They managed to persuade Mrs. Phil to allow them to take possession of him for the night; and when they went up-stairs Dolly carried him, folded warmly in his downy blanket, and held close and tenderly in her arms.

“Aunt Dolly's precious!” Aimée heard her whispering to him as she gave him a last soft good-night kiss before they fell asleep. “Aunt Dolly's comfort! Everything is not gone so long as he is left.”

But she evidently passed a restless night. When Aimée awakened in the morning she found her standing by the bedside, dressed and looking colorless and heavy-eyed.

“I never was so glad to see morning in my life,” she said. “I thought the day would never break. I—I wonder how long it will be before Grif will be reading his letter?”

“He may get it before nine o'clock,” answered Aimée; “but don't trouble about it, or the day will seem twice as long. Take Tod down-stairs and wash and dress him. It will give you something else to think of.”

The wise one herself had not slept well. Truth to say, she was troubled about more matters than one. She was troubled to account for the meaning of Dolly's absence with Gowan. Even in her excitement, Dolly had not felt the secret quite her own, and had only given a skeleton explanation of the true state of affairs.

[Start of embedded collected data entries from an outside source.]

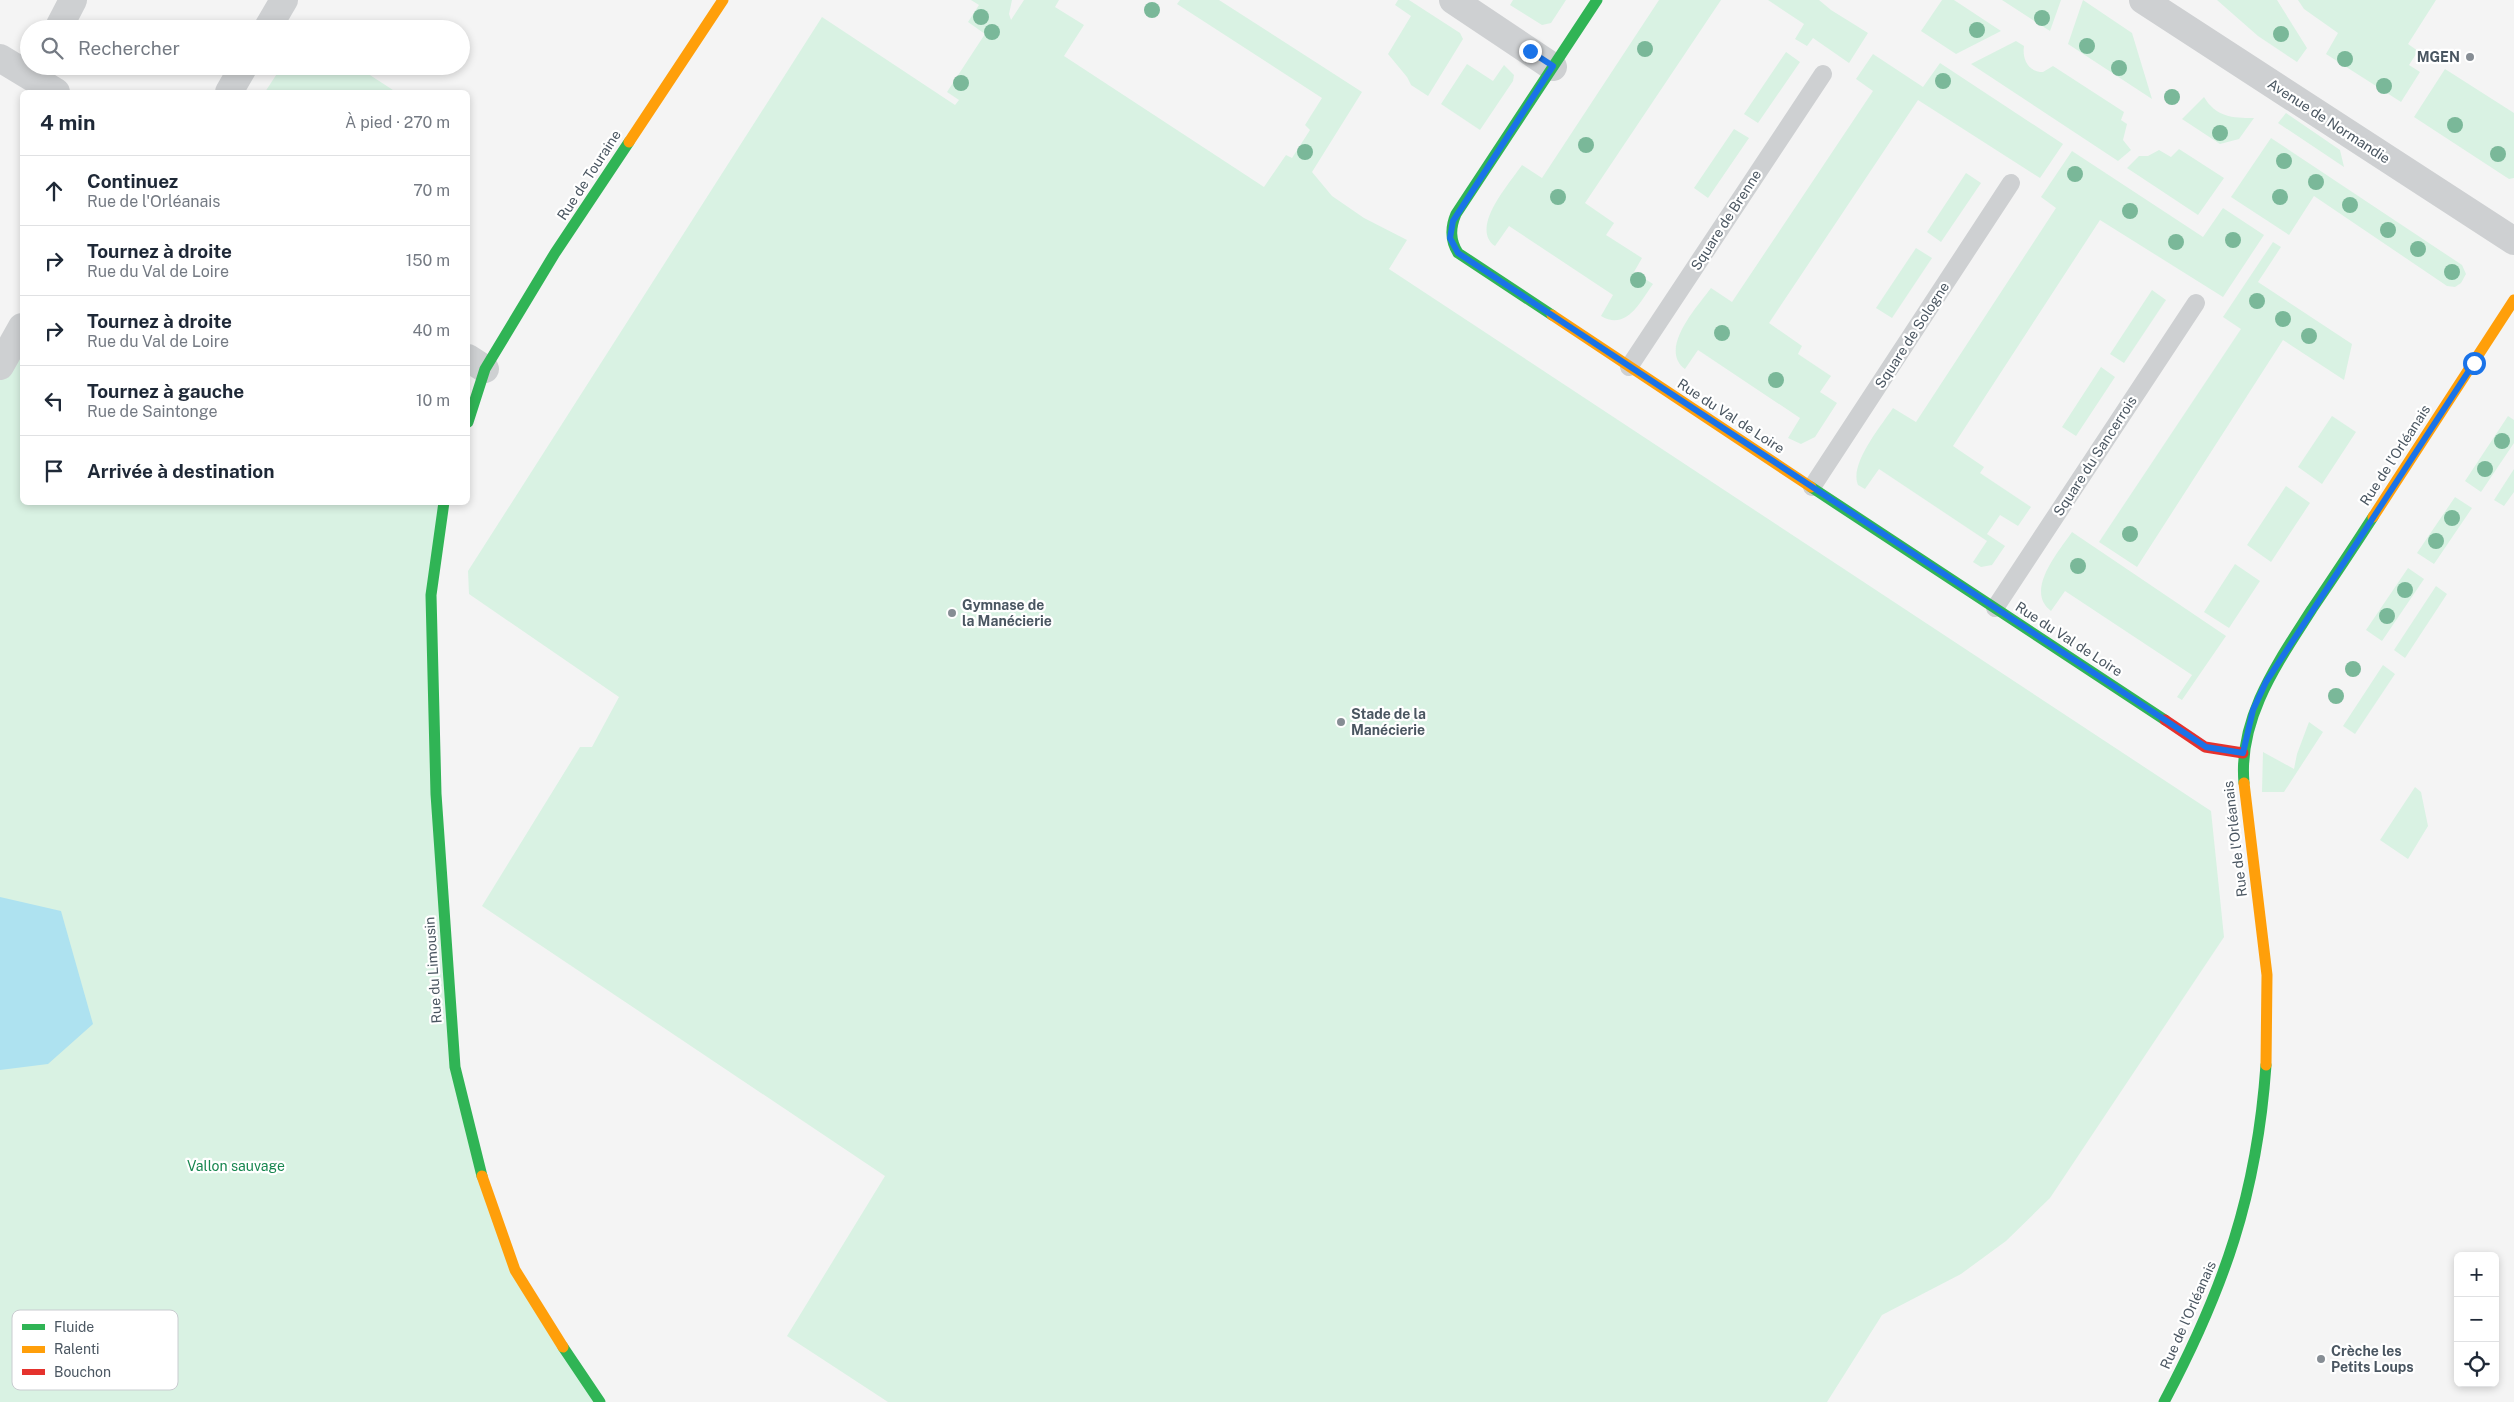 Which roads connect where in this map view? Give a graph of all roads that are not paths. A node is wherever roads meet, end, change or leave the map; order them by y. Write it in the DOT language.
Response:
graph roads {
  1 [pos="73,0"];
  2 [pos="284,0"];
  3 [pos="723,0"];
  4 [pos="1452,0"];
  5 [pos="1597,0"];
  6 [pos="2144,0"];
  7 [pos="63,20"];
  8 [pos="272,20"];
  9 [pos="0,58"];
  10 [pos="20,66"];
  11 [pos="1553,66"];
  12 [pos="1823,74"];
  13 [pos="39,75"];
  14 [pos="239,75"];
  15 [pos="54,90"];
  16 [pos="230,90"];
  17 [pos="2011,183"];
  18 [pos="2514,241"];
  19 [pos="2514,300"];
  20 [pos="2196,303"];
  21 [pos="20,330"];
  22 [pos="476,364"];
  23 [pos="0,366"];
  24 [pos="1629,366"];
  25 [pos="470,408"];
  26 [pos="1812,487"];
  27 [pos="444,505"];
  28 [pos="1995,608"];
  29 [pos="2243,753"];
  30 [pos="600,1402"];
  31 [pos="2164,1402"];
  1 -- 7 [label="street"];
  2 -- 8 [label="street"];
  3 -- 22 [label="street, Rue de Touraine"];
  4 -- 11 [label="street"];
  5 -- 11 [label="street, Rue du Val de Loire"];
  6 -- 18 [label="street, Avenue de Normandie"];
  9 -- 10 [label="street"];
  11 -- 24 [label="street, Rue du Val de Loire"];
  12 -- 24 [label="lane, Square de Brenne"];
  13 -- 15 [label="street"];
  14 -- 16 [label="street"];
  17 -- 26 [label="lane, Square de Sologne"];
  19 -- 29 [label="street, Rue de l'Orléanais"];
  20 -- 28 [label="lane, Square du Sancerrois"];
  21 -- 23 [label="street"];
  22 -- 25 [label="street"];
  24 -- 26 [label="street, Rue du Val de Loire"];
  26 -- 28 [label="street, Rue du Val de Loire"];
  27 -- 30 [label="street, Rue du Limousin"];
  28 -- 29 [label="street, Rue du Val de Loire"];
  29 -- 31 [label="street, Rue de l'Orléanais"];
}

“It was something about Mollie and Gerald Chan-dos,” she had said; “and if I had not gone it would have been worse than death to Mollie. Don't ask me to tell you exactly what it was, because I can't. Perhaps Mollie will explain herself before many days are over. She always tells you everything, you know. But it was no real fault of here; she was silly, but not wicked, and she is safe from Gerald Chandos now forever. And I saved her, Aimée.”

And so the wise one had lain awake and thought of all sorts of possible and impossible escapades. But as she was dressing herself this morning, the truth flashed upon her, though it was scarcely the whole truth.

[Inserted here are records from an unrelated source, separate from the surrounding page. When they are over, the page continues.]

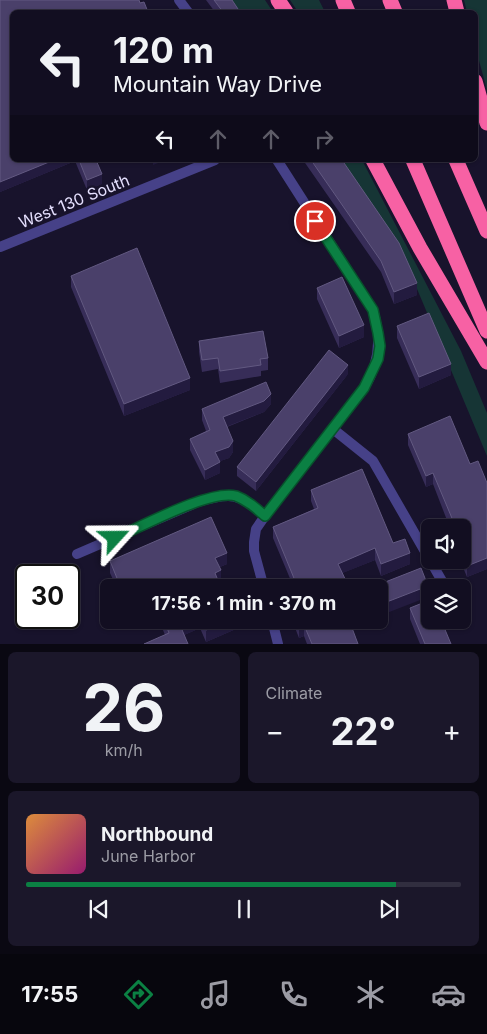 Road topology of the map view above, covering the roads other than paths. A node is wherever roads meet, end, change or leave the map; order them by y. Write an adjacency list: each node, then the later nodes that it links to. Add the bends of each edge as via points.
1 (478, 91): 2 (highway)
2 (487, 122)
3 (210, 162): 9 (street, West 130 South)
4 (278, 162): 12 (street, via 362,292 377,322 380,346 374,371)
5 (374, 162): 11 (highway)
6 (414, 162): 10 (highway)
7 (457, 162): 8 (highway)
8 (487, 232)
9 (0, 247)
10 (487, 330)
11 (487, 362)
12 (334, 429): 13 (street); 16 (street, via 373,461)
13 (265, 516): 14 (street, via 237,496 216,496); 15 (street, via 256,529 254,542)
14 (77, 554)
15 (262, 579)
16 (441, 579)
17 (274, 629): 18 (street)
18 (278, 644) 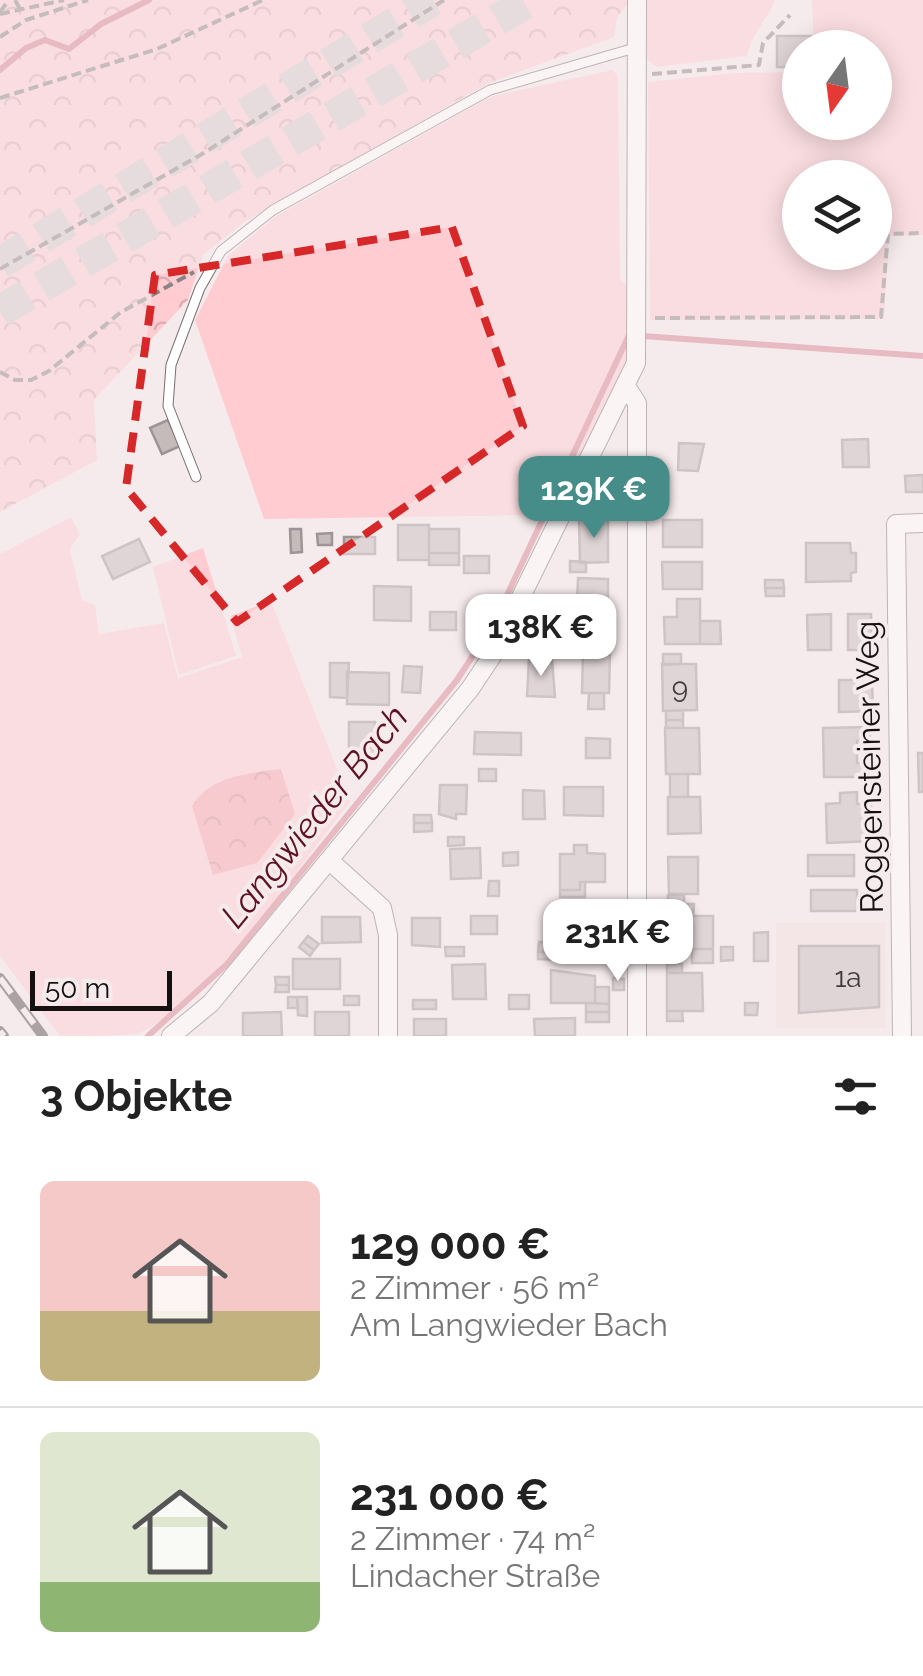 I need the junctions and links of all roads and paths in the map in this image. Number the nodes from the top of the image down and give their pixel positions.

“She was going to elope with him,” she exclaimed all at once; “that was what she was going to do. Oh, Mollie, Mollie, what a romantic goose you are!”

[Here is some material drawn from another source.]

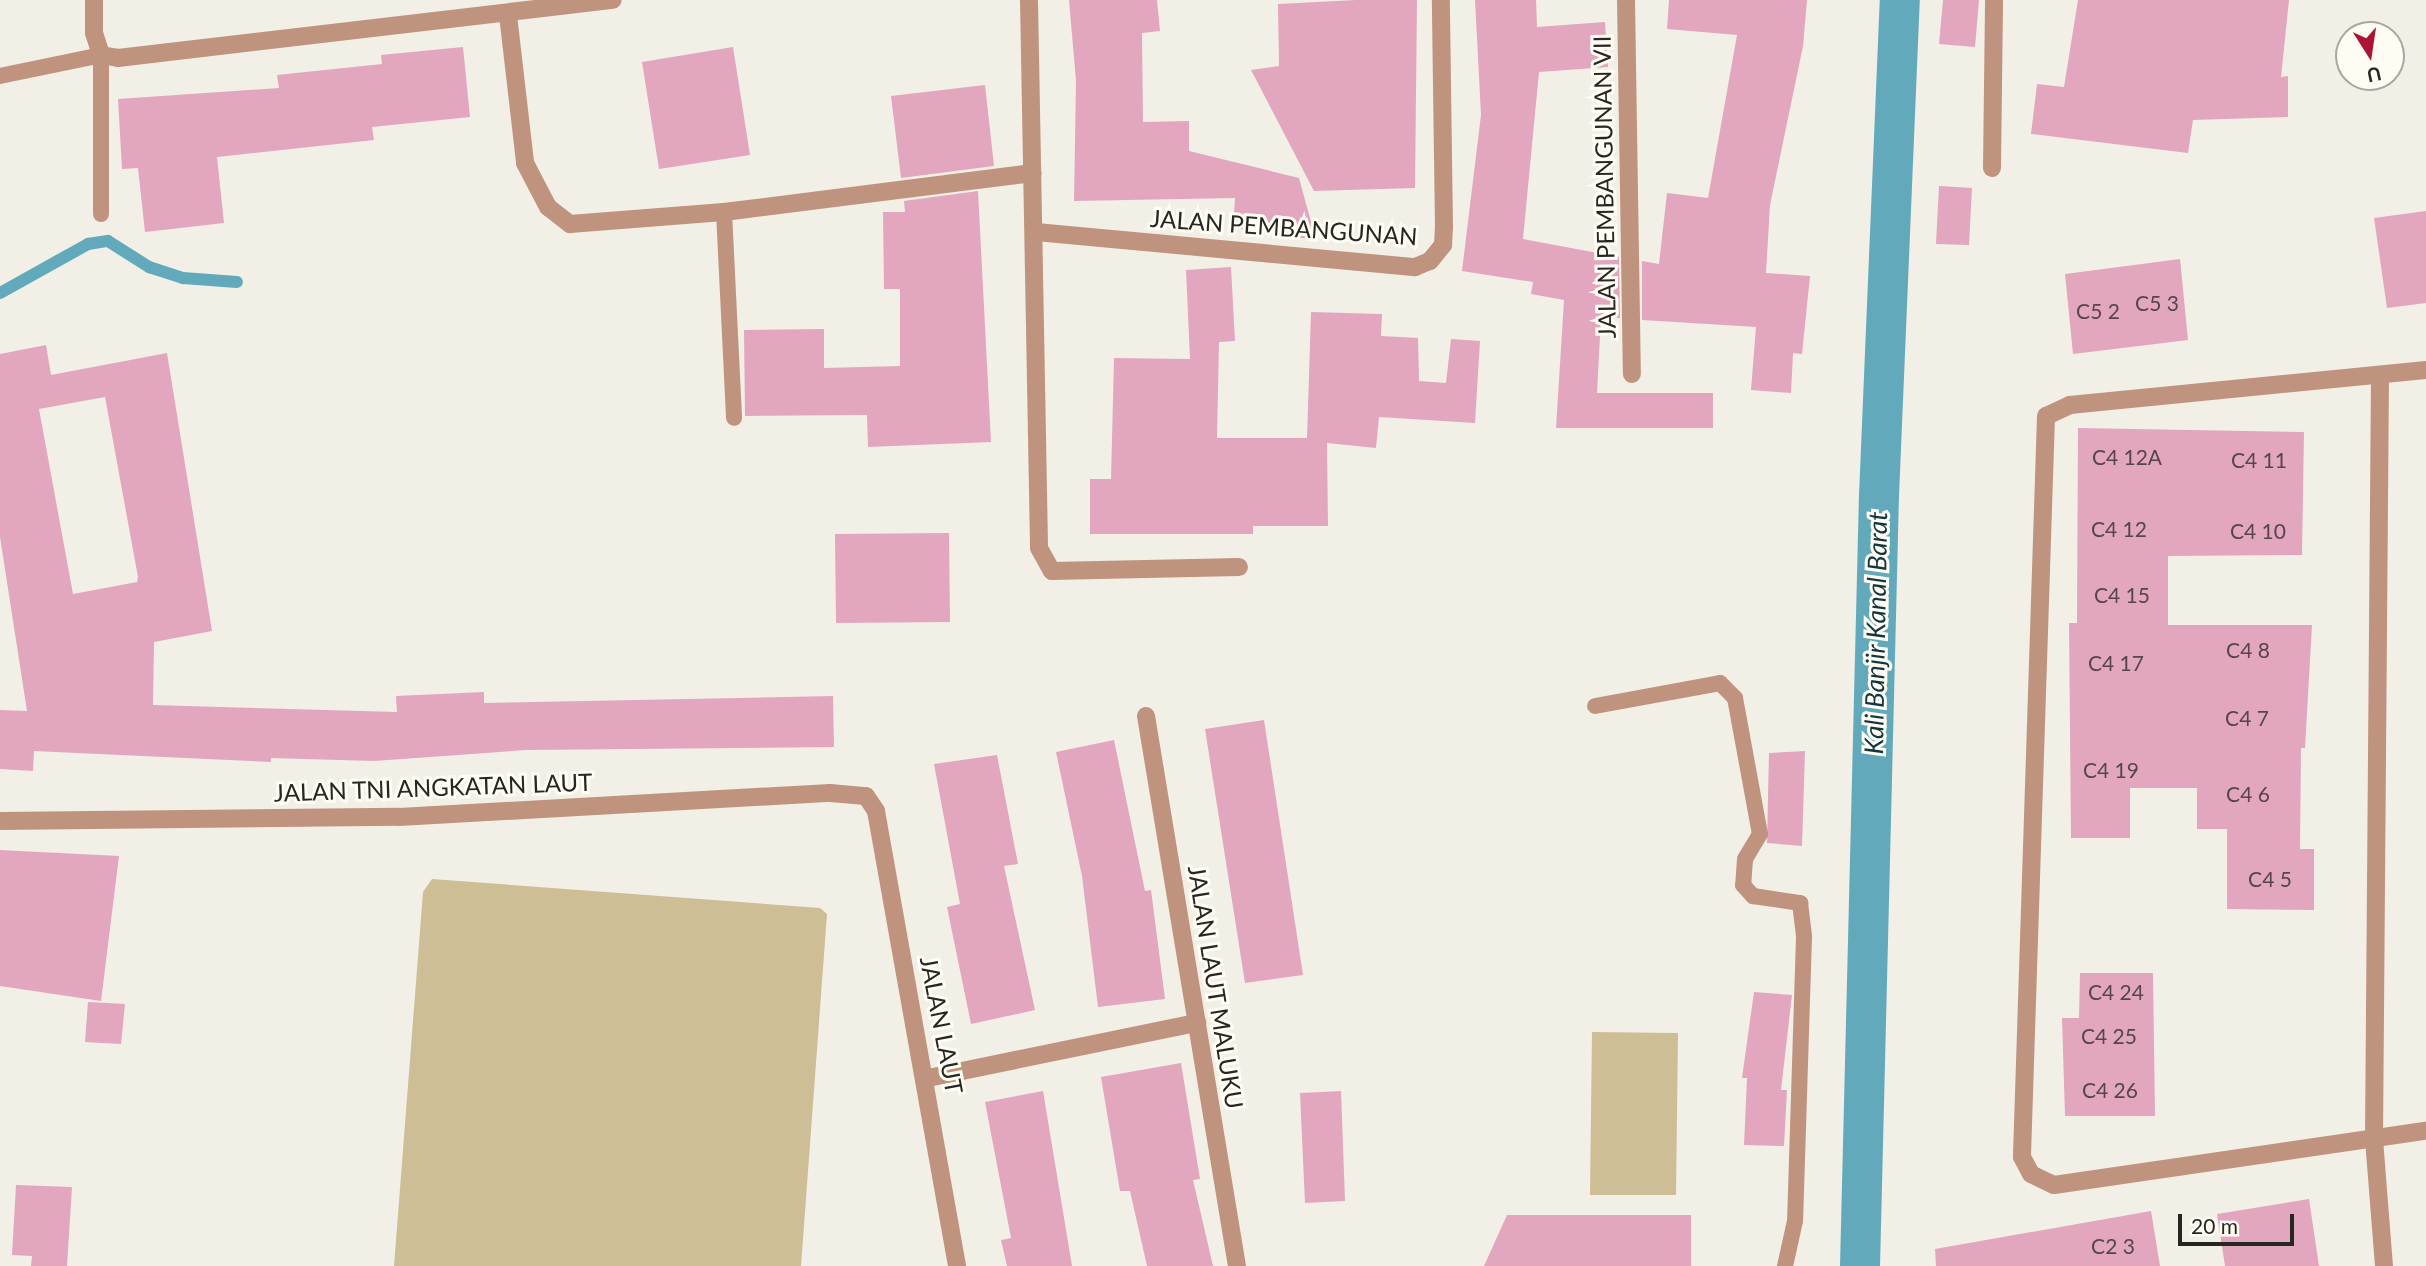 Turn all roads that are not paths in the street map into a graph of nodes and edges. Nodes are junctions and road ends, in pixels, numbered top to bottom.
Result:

And having reached this solution, she closed her small, determined mouth in discreet silence, resolving to wait for Mollie's confession, which she knew was sure to come sooner or later. As to Mollie herself, she came down subdued and silent. She had slept off the effects of her first shock, but had by no means forgotten it. She would never forget it, poor child, as long as she lived, and she was so grateful to find herself safe in the shabby rooms again, that she had very little to say; and since she was in so novel a mood, the members of the family who were not in the secret decided that her headache must have been a very severe one indeed.